Mit Dunkle Momente veröffentlicht der S. Fischer Verlag das literarische Debüt einer echten juristischen Koryphäe. Denn nicht nur, dass Elisa Hoven Richterin am Sächsischen Verfassungsgerichtshof ist. Sie lehrt auch als Professorin für Strafrecht an der Universität Leipzig und arbeitete in Harvard, erhielt Preise für ihre Dissertation wie auch für ihre Habilitation. Dass sie sich nun in ihrem literarischen Debüt ebenfalls auf dem Gebiet des Rechts und des Unrechts umtut, das überrascht wenig.

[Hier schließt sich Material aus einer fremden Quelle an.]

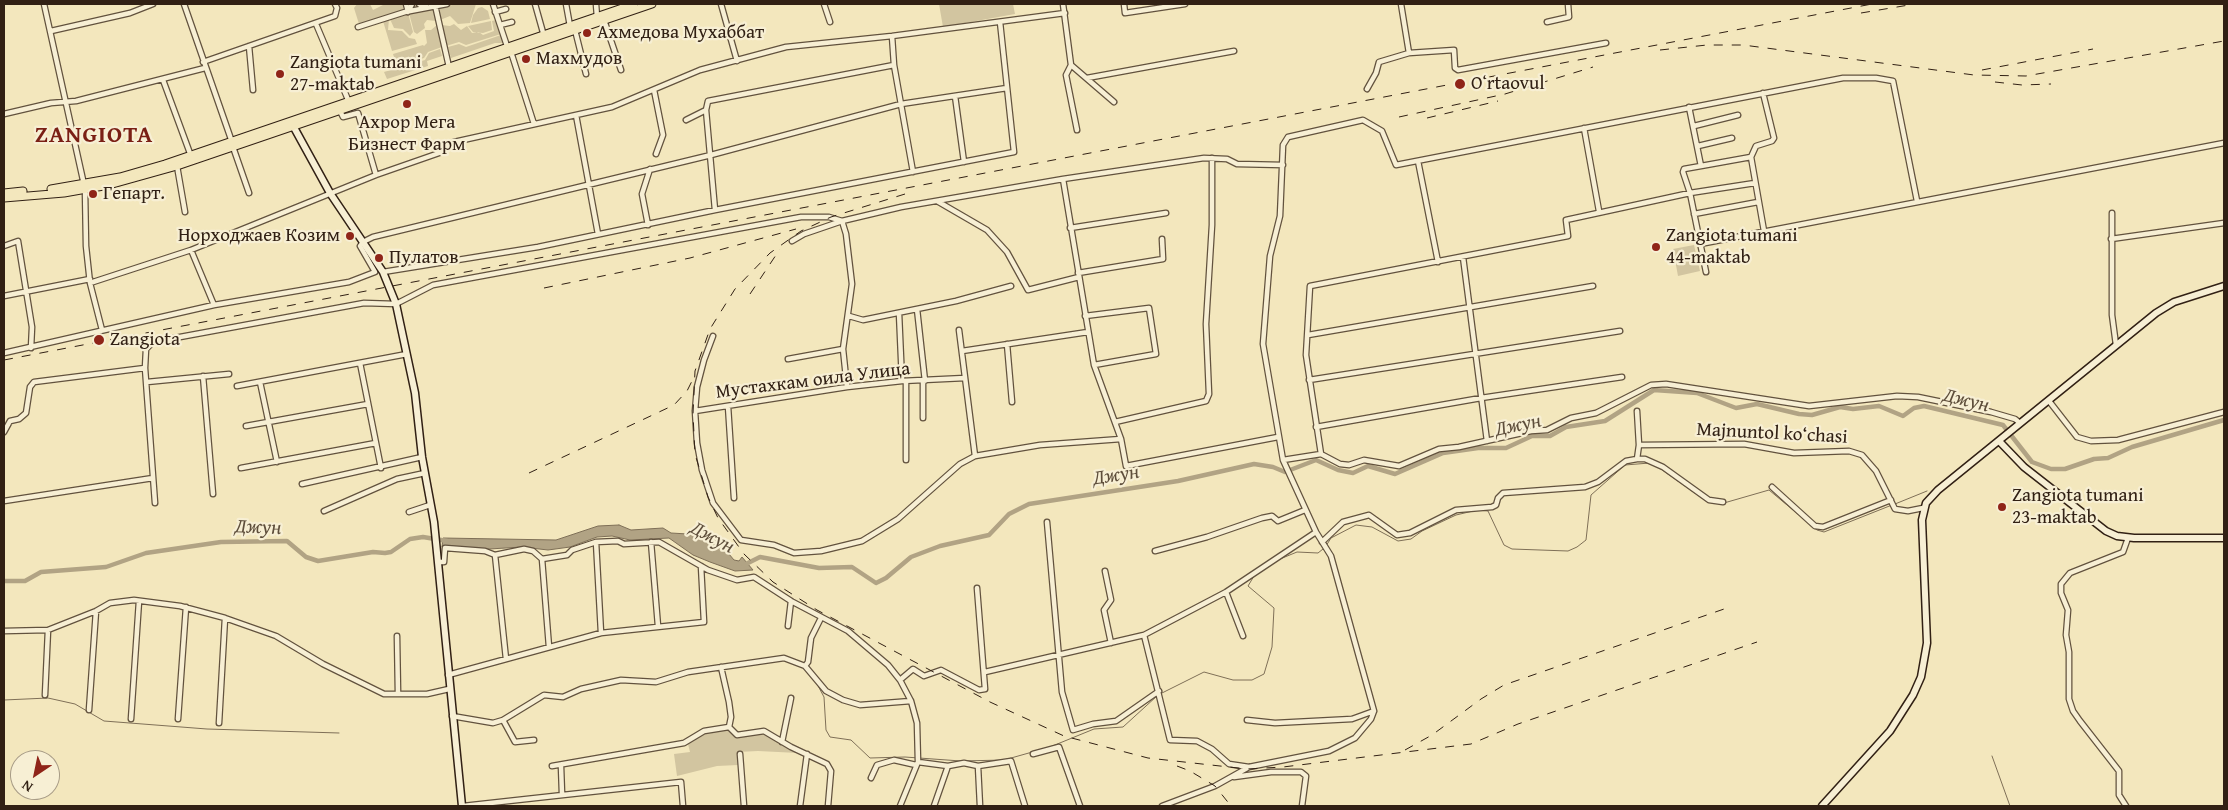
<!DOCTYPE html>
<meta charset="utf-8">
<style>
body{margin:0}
#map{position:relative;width:2228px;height:810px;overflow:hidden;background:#f3e7bd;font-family:"Gentium Book Plus",serif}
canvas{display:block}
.frame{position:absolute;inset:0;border:5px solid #312014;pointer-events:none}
.north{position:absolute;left:10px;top:750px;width:50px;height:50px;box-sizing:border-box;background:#f7efd4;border:1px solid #a89c87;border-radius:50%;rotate:214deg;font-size:14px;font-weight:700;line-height:20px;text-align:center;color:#312014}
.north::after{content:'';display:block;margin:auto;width:18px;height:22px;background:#8f2418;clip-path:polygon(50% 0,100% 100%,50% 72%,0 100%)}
</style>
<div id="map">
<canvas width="2228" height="810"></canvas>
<div class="frame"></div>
<div class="north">N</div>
</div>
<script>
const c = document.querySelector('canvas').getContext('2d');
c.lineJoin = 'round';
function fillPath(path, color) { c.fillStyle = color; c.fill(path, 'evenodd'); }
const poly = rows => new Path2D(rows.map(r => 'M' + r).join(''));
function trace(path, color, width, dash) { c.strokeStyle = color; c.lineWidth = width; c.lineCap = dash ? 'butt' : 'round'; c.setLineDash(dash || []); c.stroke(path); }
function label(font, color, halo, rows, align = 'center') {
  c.font = font + ' "Gentium Book Plus",serif'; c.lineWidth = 4.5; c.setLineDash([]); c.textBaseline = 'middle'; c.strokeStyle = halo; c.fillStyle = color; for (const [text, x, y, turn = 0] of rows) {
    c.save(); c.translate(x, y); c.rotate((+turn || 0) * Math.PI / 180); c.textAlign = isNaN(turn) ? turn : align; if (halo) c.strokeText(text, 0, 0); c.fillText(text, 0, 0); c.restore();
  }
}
fillPath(poly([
 [357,4,370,4,373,10,385,4,403,4,404,10,359,24,354,8],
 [457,4,476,4,470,23,458,24,450,16,440,20,438,8],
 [939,4,1013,4,1015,14,943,27],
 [482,7,488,11,490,19,471,23,473,15,478,8],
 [434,9,436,21,427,20,424,24,425,28,417,34,414,32,409,13],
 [408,13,413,32,410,36,403,29,394,28,390,19],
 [389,19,388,30,402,31,409,38,415,39,417,44,392,51,383,21],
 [496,20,501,34,466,45,459,42,446,46,441,25,450,26,454,24,461,30,467,26,472,33,479,32,483,35,494,31,492,21],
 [491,21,492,30,483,33,473,32,468,26],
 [437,25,442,47,428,52,424,58,397,66,393,54,423,45,424,46,427,43,425,30,431,30],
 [501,35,504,43,495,43,451,58,448,47,459,44,466,47],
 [440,49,442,56,427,61,428,66,387,79,384,72,425,60,429,53],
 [1694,245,1700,271,1678,276,1673,249],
 [727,729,738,738,764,733,798,753,758,751,738,752,738,765,717,766,677,776,674,754,690,752,688,744,706,732]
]), '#d2c5a0');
const water = poly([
 [619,525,631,530,663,528,671,533,688,534,703,530,713,535,734,560,739,561,742,557,753,570,735,571,710,562,693,555,669,538,630,540,612,536,597,537,570,547,548,550,522,547,473,550,461,547,442,547,443,538,556,540,598,526,619,525]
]);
fillPath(water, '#b1a384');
trace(water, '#7e6f57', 1);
trace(poly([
 [1658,467,1706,501,1718,503],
 [1724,503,1769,490,1817,530,1824,532,1892,505],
 [1895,504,1927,491],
 [1477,510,1488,511,1504,545,1512,549,1568,551,1577,547,1586,540,1591,495,1625,465,1650,463],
 [1326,546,1331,538,1356,525,1372,527,1398,541,1411,539,1422,531,1456,515,1473,511],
 [1280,559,1297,552,1318,553,1323,549],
 [816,682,824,697,826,730,830,737,851,740,870,758,905,757,961,761,1004,760,1050,747,1094,729,1123,727,1157,696],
 [1160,694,1204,672,1233,680,1252,680,1264,674,1272,647,1274,608,1248,586,1254,576],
 [4,700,48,698,75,704,104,721,207,729,339,733],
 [1992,756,2010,806]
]), '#7e6f57', 1);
trace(poly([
 [744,565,760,557,819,568,852,567,876,583,886,578,911,557,940,546,989,535,1009,514,1029,504,1178,481,1254,464,1273,467,1285,472,1316,460,1338,470,1353,473,1368,466,1395,474,1443,453,1478,448,1506,448,1532,436,1550,436,1566,427,1605,421,1654,390,1697,393,1736,408,1757,404,1799,414,1812,415,1840,407,1853,409,1879,406,1903,416,1914,408,1924,406,2003,425,2032,462,2051,469,2065,469,2094,459,2108,458,2132,447,2224,420],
 [4,581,25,581,41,572,106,567,146,553,221,542,287,541,306,557,318,561,373,552,385,553,391,552,410,539,423,537,447,541]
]), '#b1a384', 4.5);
const street = poly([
 [44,4,85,189,86,246,90,283,102,330],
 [184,4,232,142],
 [406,4,408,12],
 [419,4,424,8,426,4],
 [493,4,507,46],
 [535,4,544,36],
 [566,4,570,26],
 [596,4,597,17],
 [721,4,737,61],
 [824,4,830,22],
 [1063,4,1071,65],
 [1124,4,1125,13,1185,4],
 [1401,4,1409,53],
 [435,5,449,67],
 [408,12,412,4],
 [495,12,506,9],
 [604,20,621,70],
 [1547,22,1569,17,1568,4],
 [316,24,349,102],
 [500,25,512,22],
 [358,27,405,12,447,4],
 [575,30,586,74],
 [51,31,130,13,153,4],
 [892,36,894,65,913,172],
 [249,46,253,90],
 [511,52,534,124],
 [203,62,335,16,337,8,335,4],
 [1071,65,1066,75,1077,130],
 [1071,65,1114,102],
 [1087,78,1234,51],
 [163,80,191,156],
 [1367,89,1376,73,1379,62,1409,53,1454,50,1455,68,1458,70,1606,43],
 [654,90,663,135,656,154],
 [955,96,964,162],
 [1689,107,1701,166,1684,169,1683,172,1690,193,1706,272],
 [340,111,343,117,358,113,376,175],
 [4,114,51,103,76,101,205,68],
 [576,115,598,234],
 [686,120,706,110],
 [1694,126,1738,115],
 [1584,128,1599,211],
 [1698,146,1732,138],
 [233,147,249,193],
 [1751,157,1764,231],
 [1418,161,1438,262],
 [177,166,185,212],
 [1701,166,1751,157,1756,146,1772,141,1774,138,1763,93],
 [1063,179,1094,365,1121,439,1126,466,1278,437],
 [937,201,987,230,1007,252,1028,290,1079,277],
 [715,210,706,110,708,101,894,65],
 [2112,213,2112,315,2116,345],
 [1694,214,1758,202],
 [842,221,846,234,852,284,843,349,847,387],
 [648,225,642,194,650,169],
 [1070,228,1166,213],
 [2111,239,2224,223],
 [792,241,804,234,842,221,901,207,1063,179,1204,158,1227,159,1237,164,1283,165],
 [1700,244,2224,143],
 [4,246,18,241,32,327,31,348],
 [191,250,214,305],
 [1463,257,1487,441],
 [383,272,538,247,715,210,1014,152,1000,22],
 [1078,273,1163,259,1162,239],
 [90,283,191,250,376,175,442,152,454,142,612,107,700,70,786,47,892,36,1065,13],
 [4,296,90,279],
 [917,309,925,381],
 [899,313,902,381],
 [849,316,863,320,956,301,1011,286],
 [1085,316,1149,308,1156,354,1094,365],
 [959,330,975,456],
 [1308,335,1593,286],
 [713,336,704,360,697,387,695,411,697,443,702,470,713,503,741,540,774,545,794,553,821,551,862,541,898,519,960,464,975,456,1040,445,1121,439],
 [1007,344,1012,402],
 [962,351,1088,332],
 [4,353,214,305,349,282,375,272,360,246,363,242,373,237,711,155,901,104,1007,88],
 [788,359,843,349],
 [360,363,381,468],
 [203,376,213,494],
 [1309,380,1620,331],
 [147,382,229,374],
 [260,382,277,462],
 [237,386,407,354],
 [2049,401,2077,437,2091,441,2118,440,2224,412],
 [728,406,734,498],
 [695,411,847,387,902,381,965,378],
 [1637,411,1639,445],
 [923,418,923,382],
 [1115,422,1206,401,1209,394,1206,324,1212,225,1212,158],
 [246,426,368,404],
 [1316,427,1481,398,1622,377],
 [4,432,10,421,19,419,26,413,30,387,34,382,145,368],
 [1321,454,1306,355,1310,286,1568,236,1566,220,1690,193,1755,183],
 [1637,459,1639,445,1744,444,1794,453,1849,451,1862,455,1876,471,1895,509,1908,511,1923,508],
 [906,460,906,382],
 [1283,460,1321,454,1340,464,1349,465,1364,460,1399,466,1439,449,1459,447,1531,431,1547,430,1571,418,1596,413,1651,385,1666,384,1809,406,1897,396,1918,397,1991,412,2015,419,2020,423],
 [241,468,376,443],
 [302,484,422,457],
 [1772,487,1815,526,1823,527,1891,500],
 [4,501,153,478],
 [155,503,145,368,146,349,153,342,364,303,396,304,433,285,801,217,829,217,842,221],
 [324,511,397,479,425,473],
 [409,512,430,505],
 [1047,522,1062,692,1073,730,1093,724,1116,721,1159,691],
 [596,542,601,633],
 [651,542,658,626],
 [1322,542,1343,522,1369,515,1397,535,1410,533,1456,510,1492,507,1496,505,1498,498,1503,493,1585,487,1598,482,1626,461,1637,459,1645,459,1663,467,1709,500,1723,502],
 [1155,551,1207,537,1262,518,1272,516,1278,521,1305,510],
 [495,555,506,659],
 [542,559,567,555,572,550,596,542,618,541,624,544,659,542,708,570,737,580,754,577,791,601,848,631,888,665,900,680,911,701,917,723,918,762],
 [438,562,444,562,445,548,485,551,495,555,524,549,533,551,542,559,549,647],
 [1105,571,1111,600,1104,610,1111,643],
 [1226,592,1243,636],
 [788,626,791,601],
 [4,631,48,630,96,611,110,603,134,600,180,606,225,618,276,636,323,664,384,694,427,694,449,689],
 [1144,635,1170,740,1197,741,1212,749,1229,764,1249,767,1329,751,1355,738,1371,719,1374,711,1331,556,1316,532,1283,460,1263,344,1270,256,1280,216,1283,145,1288,137,1363,120,1382,131,1396,165,1843,78,1876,78,1893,81,1917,201],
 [397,636,398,694],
 [805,666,808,662,811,638,821,618],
 [721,667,729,702,731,717,729,727],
 [985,672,1144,635,1226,592,1316,532],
 [448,675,601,633,704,622,701,566],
 [900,680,913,669,924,676,941,670,979,690,985,689,977,588],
 [45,695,48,630],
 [89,710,96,611],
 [452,716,493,723,503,720,544,695,563,697,581,689,621,680,656,682,688,672,784,658,805,666,826,691,843,700,860,705,911,701],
 [131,719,139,601],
 [178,719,186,607],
 [503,720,515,742,534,740],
 [1247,720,1275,723,1352,719,1374,711],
 [219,723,225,618],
 [782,742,791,698],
 [740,754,744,806],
 [1033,754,1059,747,1080,806],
 [552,766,684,743,704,731,729,727,737,735,764,731,791,747,827,764,831,771,828,806],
 [561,766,562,794],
 [978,766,980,806],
 [1234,777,1271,772,1301,772,1306,776,1302,806],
 [871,778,877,765,894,760,916,765],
 [463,806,681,782,683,806],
 [800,806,807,754],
 [900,806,918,762,948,766,964,763,978,766,1011,761,1025,806],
 [934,806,948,766],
 [1162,806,1215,786,1249,767],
 [2126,806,2119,795,2119,771,2080,721,2073,711,2069,699,2069,652,2066,635,2068,610,2061,593,2061,584,2070,573,2123,552,2128,538]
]);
const secondary = poly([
 [291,122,330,193,383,272,396,304,415,393,422,457,434,522,462,806],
 [1999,441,2024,467,2106,531,2117,536,2134,538,2224,538],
 [1822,806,1890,731,1913,695,1921,677,1927,643,1922,520,1926,503,1938,490,2156,313,2174,302,2224,286]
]);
const primary = poly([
 [51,189,120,177,165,164,634,4],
 [4,193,23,191],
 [4,198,64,193,109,185,177,166,652,4]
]);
trace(street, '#62523e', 7);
trace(secondary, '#312014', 9);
trace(primary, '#312014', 9);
trace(street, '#f7efd4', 4.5);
trace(secondary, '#f7efd4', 6);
trace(primary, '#f3e7bd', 7);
trace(poly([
 [1861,13,1915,4],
 [1660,50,1707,45,1743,45,1974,75,2026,76,2224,41],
 [1982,70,2093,49],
 [1995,82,2022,85,2051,84],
 [1399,117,1505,94,1593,67],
 [1427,118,1498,101],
 [905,194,831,217,801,231,770,253,735,289,710,329,695,371,693,414,695,454,708,497,718,518,744,554,773,582,817,610,990,702,1064,736,1148,758,1247,769,1283,767,1471,744,1518,724,1757,642],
 [544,288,690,258,796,229],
 [750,294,780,249],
 [4,360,1872,4],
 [529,473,674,405,687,391,692,381],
 [1405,750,1432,735,1481,699,1504,685,1727,608],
 [1177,766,1190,771,1215,786,1231,806]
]), '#312014', 1, [9, 9]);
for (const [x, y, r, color] of [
 [587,33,5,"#8f2418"],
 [526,59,5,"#8f2418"],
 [280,74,5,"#8f2418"],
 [1460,84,6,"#8f2418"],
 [407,104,5,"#8f2418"],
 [93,194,5,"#8f2418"],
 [350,236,5,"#8f2418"],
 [1656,247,5,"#8f2418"],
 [379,258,5,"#8f2418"],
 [99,340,6,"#8f2418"],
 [2002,507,5,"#8f2418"]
]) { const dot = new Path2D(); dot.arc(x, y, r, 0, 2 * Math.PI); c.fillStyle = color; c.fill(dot); trace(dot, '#f7efd4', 2); }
label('19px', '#312014', '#f7efd4', [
 ["Ахмедова Мухаббат",597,33],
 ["Махмудов",536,59],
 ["Zangiota tumani",290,63],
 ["27-maktab",290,85],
 ["Oʻrtaovul",1471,84],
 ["Ахрор Мега",407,123,"center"],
 ["Бизнест Фарм",407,145,"center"],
 ["Гепарт.",103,194],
 ["Норходжаев Козим",340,236,"right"],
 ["Zangiota tumani",1666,236],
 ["44-maktab",1666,258],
 ["Пулатов",389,258],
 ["Zangiota",110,340],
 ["Zangiota tumani",2012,496],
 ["23-maktab",2012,518]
], 'left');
label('19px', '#312014', '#f7efd4', [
 ["Мустахкам оила Улица",813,381,-7],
 ["Majnuntol ko‘chasi",1772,434,3]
]);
label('italic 20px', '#5e4e3b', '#f7efd4', [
 ["Джун",1966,401,14],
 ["Джун",1518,426,-12],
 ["Джун",1116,476,-9],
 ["Джун",258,528,2],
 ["Джун",712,538,28]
]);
c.letterSpacing = '1px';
label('bold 24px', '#7a1f14', '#f7efd4', [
 ["ZANGIOTA",94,136]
]);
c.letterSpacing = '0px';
</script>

Es war im Jahr 2009, da Ferdinand von Schirach seinen ersten Erzählband unter dem Titel Verbrechen veröffentlichte. Der vielbeachtete Bestseller löste eine ganze Welle an weiteren Fallgeschichten aus, wurde verfilmt und hat sicherlich auch einen Anteil am aktuell grassierenden Boom der True Crime-Podcasts und Bücher über wahre Verbrechen. Auch von Schirach selbst befeuerte den Trend und veröffentlichte schon ein Jahr später unter dem Titel Schuld fünfzehn weitere Erzählungen, die allesamt um Verbrechen und deren teilweise Aufklärung kreisen.

Nun betritt die Juraprofessorin und Verwaltungsrichterin Elisa Hoven den Boden, den Ferdinand von Schirach mit seinen Werken bereitet hat. Denn auch Dunkle Momente bietet Kriminalfälle beziehungsweise juristische Strafverfahren auf, mit denen sich Hovens Strafverteidigerin Eva Herbergen in ihrem beruflichen Leben beschäftigt hat. Eine Rückschau auf besondere Fälle soll es werden, was die Leser*innen im Folgenden erwartet, so suggeriert es der Prolog.

Dabei bilden die neun Fälle einen Querschnitt der Themen ab, mit denen sich die Autorin Elisa Hoven beruflich beschäftigt. Vom Feld des Sexualstrafrechts im Fall einer Gruppenvergewaltigung (Siebter Fall: Vergewaltigung – was starke Erinnerungen an Ferdinand von Schirachs Auftakterzählung Volksfest aus dem Band Verbrechen weckt, nur dass hier statt einer Blaskapelle ein Junggesellenabschied im Mittelpunkt steht), bis hin zum neunten Fall Stefan Heinrich, der in seiner Themensetzung an Hovens Habilitationsthema erinnert, die sich ebenfalls mit dem Thema der Strafverfolgung von Auslandsbestechung beschäftigte, ist in diesem Buch alles dabei.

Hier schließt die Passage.